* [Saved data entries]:
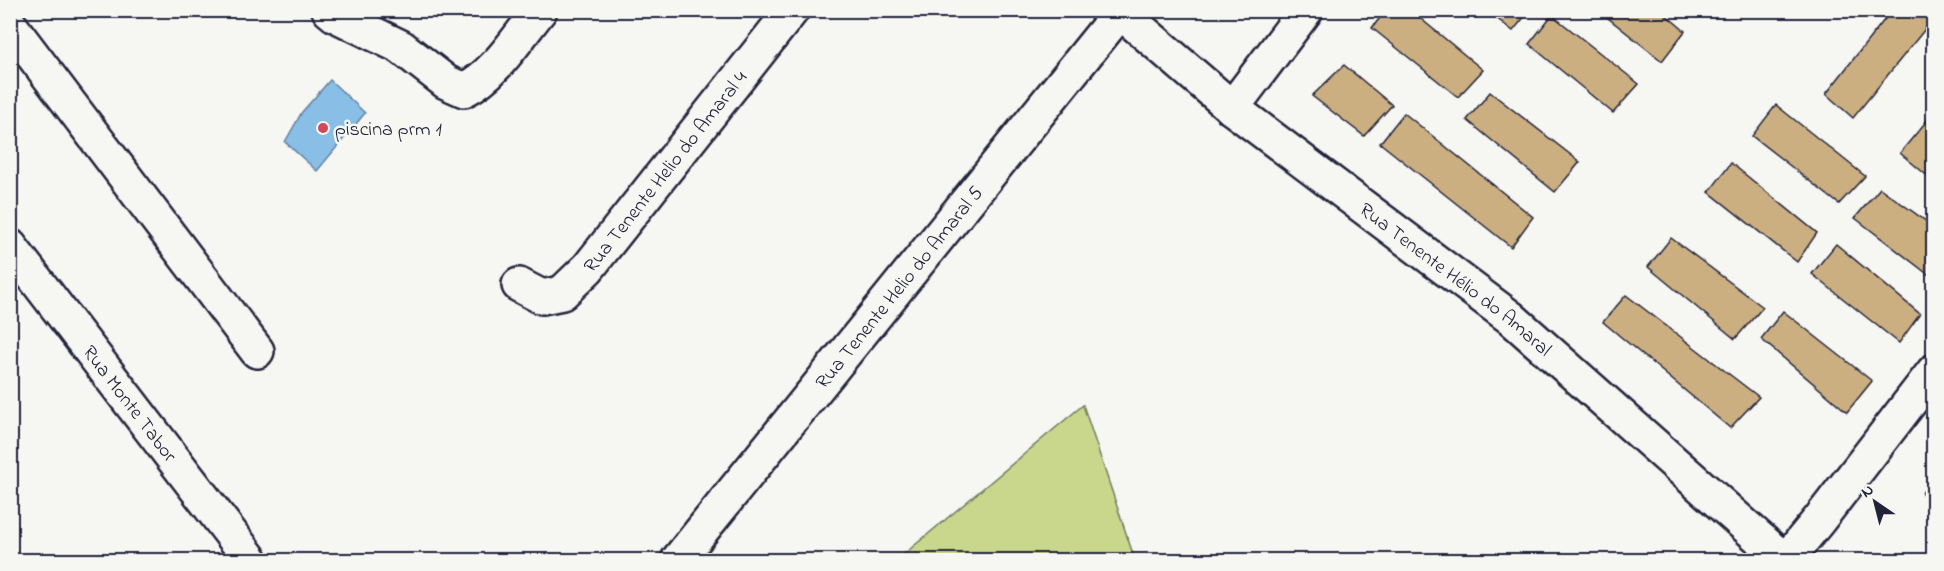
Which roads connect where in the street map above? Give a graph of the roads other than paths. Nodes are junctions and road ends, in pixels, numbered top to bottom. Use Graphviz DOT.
graph roads {
  1 [pos="329,10"];
  2 [pos="540,10"];
  3 [pos="792,10"];
  4 [pos="1306,10"];
  5 [pos="1119,11"];
  6 [pos="10,25"];
  7 [pos="1232,108"];
  8 [pos="10,246"];
  9 [pos="519,285"];
  10 [pos="257,351"];
  11 [pos="1934,371"];
  12 [pos="251,561"];
  13 [pos="678,561"];
  14 [pos="1785,561"];
  1 -- 2 [label="street"];
  3 -- 9 [label="street, Rua Tenente Helio do Amaral 4"];
  4 -- 7 [label="street"];
  5 -- 7 [label="street, Rua Tenente Hélio do Amaral"];
  5 -- 13 [label="street, Rua Tenente Helio do Amaral 5"];
  6 -- 10 [label="street"];
  7 -- 14 [label="street, Rua Tenente Hélio do Amaral"];
  8 -- 12 [label="street, Rua Monte Tabor"];
  11 -- 14 [label="street"];
}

* [Assignment]: Give every line above again exactly, with no pictures.

* [Response to this task]:
Which roads connect where in the street map above? Give a graph of the roads other than paths. Nodes are junctions and road ends, in pixels, numbered top to bottom. Use Graphviz DOT.
graph roads {
  1 [pos="329,10"];
  2 [pos="540,10"];
  3 [pos="792,10"];
  4 [pos="1306,10"];
  5 [pos="1119,11"];
  6 [pos="10,25"];
  7 [pos="1232,108"];
  8 [pos="10,246"];
  9 [pos="519,285"];
  10 [pos="257,351"];
  11 [pos="1934,371"];
  12 [pos="251,561"];
  13 [pos="678,561"];
  14 [pos="1785,561"];
  1 -- 2 [label="street"];
  3 -- 9 [label="street, Rua Tenente Helio do Amaral 4"];
  4 -- 7 [label="street"];
  5 -- 7 [label="street, Rua Tenente Hélio do Amaral"];
  5 -- 13 [label="street, Rua Tenente Helio do Amaral 5"];
  6 -- 10 [label="street"];
  7 -- 14 [label="street, Rua Tenente Hélio do Amaral"];
  8 -- 12 [label="street, Rua Monte Tabor"];
  11 -- 14 [label="street"];
}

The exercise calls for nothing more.